Exercise description: In the data, extract each line that holds the string "Colgate".

Dataset extract:

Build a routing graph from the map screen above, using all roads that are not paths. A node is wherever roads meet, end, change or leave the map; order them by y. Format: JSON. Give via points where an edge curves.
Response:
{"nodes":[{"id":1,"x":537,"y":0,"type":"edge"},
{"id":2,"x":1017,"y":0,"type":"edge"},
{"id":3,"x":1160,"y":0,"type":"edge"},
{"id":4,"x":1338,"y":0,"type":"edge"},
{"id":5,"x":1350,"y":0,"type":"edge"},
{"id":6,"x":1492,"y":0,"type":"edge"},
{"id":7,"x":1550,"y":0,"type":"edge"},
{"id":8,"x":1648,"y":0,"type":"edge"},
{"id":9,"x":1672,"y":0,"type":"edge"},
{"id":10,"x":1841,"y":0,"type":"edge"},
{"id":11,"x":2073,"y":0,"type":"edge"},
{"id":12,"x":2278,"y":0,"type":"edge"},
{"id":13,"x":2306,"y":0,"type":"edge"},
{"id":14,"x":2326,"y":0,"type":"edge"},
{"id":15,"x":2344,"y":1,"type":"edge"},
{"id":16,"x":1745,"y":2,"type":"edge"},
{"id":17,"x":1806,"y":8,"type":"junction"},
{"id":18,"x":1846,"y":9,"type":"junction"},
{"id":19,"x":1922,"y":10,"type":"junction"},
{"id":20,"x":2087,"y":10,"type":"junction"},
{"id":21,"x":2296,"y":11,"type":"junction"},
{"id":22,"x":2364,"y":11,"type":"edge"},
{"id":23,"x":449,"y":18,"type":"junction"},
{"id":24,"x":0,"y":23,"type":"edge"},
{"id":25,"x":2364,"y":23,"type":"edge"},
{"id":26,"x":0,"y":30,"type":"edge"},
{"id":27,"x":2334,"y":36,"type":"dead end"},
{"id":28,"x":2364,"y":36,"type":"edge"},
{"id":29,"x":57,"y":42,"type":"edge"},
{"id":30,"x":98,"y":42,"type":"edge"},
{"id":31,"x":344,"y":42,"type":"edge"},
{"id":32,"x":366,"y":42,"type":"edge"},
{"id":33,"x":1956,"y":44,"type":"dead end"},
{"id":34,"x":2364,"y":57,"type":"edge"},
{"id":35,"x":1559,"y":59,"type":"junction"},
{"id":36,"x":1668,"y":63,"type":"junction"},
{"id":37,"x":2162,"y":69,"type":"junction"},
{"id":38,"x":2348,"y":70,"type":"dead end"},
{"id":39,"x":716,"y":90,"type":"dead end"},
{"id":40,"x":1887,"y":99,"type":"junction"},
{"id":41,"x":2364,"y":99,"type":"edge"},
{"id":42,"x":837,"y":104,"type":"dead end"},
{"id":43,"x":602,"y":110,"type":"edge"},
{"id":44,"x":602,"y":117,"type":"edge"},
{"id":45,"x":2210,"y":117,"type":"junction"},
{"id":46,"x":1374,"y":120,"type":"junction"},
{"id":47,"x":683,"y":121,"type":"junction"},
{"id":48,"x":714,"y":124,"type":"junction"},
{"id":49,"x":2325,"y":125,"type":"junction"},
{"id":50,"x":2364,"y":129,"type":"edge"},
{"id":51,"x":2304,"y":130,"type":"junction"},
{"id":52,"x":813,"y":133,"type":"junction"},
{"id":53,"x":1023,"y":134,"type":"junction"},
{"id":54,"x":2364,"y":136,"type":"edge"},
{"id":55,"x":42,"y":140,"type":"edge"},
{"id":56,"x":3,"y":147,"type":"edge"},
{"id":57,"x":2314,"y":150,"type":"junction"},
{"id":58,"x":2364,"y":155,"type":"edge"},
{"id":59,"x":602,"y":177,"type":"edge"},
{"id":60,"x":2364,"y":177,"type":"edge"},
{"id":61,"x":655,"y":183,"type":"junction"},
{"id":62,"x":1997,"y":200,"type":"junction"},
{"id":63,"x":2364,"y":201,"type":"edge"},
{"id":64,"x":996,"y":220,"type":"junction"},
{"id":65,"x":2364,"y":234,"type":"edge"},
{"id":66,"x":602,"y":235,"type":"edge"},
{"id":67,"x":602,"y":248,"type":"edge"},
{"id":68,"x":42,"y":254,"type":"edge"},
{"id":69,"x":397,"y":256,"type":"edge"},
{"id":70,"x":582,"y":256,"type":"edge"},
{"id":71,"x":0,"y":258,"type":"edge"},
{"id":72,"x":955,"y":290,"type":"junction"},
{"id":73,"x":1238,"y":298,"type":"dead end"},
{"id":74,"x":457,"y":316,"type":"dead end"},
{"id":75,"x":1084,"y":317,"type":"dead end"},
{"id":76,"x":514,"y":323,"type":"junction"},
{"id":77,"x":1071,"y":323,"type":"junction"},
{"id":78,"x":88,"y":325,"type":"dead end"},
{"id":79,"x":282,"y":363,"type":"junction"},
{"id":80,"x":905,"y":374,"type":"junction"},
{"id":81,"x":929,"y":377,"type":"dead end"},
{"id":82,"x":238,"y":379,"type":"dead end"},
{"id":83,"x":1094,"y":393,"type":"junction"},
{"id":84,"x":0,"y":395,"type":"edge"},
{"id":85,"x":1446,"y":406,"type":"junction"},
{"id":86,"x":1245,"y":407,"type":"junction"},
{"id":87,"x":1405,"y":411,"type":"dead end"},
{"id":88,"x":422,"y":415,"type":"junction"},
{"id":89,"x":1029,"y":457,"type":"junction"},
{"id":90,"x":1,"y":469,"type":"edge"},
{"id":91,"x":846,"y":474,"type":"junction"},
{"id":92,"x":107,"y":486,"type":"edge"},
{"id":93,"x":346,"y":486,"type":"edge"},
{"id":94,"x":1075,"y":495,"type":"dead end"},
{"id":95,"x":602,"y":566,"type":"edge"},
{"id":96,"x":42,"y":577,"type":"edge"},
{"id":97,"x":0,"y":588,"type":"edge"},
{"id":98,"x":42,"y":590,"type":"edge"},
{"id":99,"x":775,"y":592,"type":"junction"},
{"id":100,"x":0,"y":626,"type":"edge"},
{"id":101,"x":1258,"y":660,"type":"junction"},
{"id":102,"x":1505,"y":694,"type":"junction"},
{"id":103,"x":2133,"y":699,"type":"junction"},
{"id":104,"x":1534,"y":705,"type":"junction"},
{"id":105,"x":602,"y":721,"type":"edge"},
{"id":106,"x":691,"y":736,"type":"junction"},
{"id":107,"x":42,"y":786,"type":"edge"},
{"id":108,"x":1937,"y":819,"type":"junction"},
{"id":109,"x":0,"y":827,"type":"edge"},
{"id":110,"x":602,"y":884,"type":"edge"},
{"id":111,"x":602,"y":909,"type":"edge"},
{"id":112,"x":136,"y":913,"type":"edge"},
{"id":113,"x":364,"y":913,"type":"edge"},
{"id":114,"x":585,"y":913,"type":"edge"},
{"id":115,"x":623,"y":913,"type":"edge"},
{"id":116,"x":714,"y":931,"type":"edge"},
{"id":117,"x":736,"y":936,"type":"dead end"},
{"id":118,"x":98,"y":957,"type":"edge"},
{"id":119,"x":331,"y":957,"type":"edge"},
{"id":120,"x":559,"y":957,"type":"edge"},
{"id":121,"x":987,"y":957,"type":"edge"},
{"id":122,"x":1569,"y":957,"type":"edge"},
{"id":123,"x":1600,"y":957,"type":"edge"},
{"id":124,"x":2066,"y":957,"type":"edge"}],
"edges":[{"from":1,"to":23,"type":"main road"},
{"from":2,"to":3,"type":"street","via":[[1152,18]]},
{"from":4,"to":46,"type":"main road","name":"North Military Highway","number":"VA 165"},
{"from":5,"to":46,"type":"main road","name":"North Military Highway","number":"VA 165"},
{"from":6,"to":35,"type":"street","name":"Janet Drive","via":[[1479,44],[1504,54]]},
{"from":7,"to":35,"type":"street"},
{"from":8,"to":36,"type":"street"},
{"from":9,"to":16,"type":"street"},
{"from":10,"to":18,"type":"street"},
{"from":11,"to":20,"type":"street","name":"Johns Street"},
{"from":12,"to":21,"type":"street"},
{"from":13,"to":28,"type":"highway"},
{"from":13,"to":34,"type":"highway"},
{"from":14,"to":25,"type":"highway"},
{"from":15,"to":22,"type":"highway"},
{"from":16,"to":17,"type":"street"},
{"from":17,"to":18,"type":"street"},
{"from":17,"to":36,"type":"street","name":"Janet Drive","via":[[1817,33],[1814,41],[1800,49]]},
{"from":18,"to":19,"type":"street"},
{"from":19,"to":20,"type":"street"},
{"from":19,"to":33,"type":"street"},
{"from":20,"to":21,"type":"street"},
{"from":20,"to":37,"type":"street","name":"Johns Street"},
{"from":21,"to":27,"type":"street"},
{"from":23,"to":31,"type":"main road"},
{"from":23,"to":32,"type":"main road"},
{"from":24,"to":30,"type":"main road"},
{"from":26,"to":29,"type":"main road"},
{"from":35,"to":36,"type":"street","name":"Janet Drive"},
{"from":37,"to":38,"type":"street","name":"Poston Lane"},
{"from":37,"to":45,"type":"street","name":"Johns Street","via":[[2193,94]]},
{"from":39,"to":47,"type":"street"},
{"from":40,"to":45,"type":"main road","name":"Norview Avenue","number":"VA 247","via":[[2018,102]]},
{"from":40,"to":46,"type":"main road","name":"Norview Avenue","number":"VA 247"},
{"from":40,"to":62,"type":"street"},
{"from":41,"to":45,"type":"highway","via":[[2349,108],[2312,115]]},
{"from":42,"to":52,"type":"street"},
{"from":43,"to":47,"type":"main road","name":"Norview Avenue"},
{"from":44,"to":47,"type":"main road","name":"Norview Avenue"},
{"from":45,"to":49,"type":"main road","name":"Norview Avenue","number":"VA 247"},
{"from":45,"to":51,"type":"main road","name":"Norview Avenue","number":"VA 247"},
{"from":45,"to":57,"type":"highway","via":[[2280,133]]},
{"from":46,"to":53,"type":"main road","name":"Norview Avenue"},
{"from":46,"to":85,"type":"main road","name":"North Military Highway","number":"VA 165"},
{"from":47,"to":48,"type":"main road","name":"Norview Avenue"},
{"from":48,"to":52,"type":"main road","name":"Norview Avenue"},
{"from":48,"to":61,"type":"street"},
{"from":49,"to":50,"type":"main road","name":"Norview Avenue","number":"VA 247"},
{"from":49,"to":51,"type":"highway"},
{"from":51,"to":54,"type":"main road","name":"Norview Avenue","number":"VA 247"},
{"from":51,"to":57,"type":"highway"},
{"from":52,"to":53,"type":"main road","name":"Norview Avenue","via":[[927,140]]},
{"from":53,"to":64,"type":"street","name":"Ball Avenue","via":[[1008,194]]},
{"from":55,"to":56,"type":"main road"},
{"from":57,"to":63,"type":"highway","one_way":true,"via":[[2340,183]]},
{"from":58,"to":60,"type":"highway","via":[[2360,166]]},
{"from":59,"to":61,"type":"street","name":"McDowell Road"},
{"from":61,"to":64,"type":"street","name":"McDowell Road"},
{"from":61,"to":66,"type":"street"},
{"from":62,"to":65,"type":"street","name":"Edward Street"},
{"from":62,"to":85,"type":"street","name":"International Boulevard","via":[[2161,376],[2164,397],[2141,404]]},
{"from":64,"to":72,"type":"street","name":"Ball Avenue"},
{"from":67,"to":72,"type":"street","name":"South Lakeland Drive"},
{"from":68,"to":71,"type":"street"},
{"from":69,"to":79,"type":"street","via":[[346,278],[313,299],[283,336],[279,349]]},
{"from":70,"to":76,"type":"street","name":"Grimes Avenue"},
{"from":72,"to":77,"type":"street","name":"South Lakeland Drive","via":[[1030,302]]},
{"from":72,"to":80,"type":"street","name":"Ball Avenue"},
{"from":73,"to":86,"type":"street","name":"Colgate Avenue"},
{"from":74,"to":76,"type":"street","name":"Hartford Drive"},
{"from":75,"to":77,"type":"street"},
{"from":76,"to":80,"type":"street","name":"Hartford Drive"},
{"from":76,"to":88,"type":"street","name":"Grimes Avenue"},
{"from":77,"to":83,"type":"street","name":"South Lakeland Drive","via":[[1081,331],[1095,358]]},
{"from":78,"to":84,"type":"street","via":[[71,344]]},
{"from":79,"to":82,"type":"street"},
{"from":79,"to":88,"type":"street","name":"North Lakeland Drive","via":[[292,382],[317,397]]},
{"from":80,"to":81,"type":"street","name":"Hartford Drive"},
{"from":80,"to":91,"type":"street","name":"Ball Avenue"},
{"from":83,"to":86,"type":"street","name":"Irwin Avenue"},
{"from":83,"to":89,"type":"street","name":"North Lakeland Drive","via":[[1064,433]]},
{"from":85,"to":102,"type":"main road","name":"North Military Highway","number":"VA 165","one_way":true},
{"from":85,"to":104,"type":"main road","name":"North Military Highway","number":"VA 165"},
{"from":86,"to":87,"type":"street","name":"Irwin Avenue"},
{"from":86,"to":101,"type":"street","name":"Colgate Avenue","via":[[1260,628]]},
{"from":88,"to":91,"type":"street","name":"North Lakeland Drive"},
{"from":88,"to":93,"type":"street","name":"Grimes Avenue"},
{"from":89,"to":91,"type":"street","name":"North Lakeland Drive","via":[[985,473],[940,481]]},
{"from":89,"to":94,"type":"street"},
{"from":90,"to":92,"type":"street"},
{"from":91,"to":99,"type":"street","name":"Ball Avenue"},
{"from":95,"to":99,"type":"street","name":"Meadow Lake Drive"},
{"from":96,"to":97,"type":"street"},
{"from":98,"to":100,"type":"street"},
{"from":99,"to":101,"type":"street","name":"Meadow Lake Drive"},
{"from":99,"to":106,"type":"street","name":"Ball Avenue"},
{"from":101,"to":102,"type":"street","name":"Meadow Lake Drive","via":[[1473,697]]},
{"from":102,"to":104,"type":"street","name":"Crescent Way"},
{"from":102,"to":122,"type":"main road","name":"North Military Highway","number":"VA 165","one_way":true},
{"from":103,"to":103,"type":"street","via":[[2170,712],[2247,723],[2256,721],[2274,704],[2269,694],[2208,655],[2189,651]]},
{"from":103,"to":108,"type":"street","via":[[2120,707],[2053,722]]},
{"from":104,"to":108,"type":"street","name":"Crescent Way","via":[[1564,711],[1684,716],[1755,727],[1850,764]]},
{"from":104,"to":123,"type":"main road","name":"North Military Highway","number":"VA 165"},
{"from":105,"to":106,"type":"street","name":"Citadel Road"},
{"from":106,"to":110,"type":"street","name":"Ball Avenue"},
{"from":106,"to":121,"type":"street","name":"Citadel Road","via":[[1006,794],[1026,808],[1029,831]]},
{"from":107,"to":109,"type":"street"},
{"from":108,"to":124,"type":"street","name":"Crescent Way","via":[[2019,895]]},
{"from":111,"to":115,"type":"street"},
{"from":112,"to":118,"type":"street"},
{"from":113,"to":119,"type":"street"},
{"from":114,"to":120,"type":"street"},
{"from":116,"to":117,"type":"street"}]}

Written response:
{"from":73,"to":86,"type":"street","name":"Colgate Avenue"},
{"from":86,"to":101,"type":"street","name":"Colgate Avenue","via":[[1260,628]]},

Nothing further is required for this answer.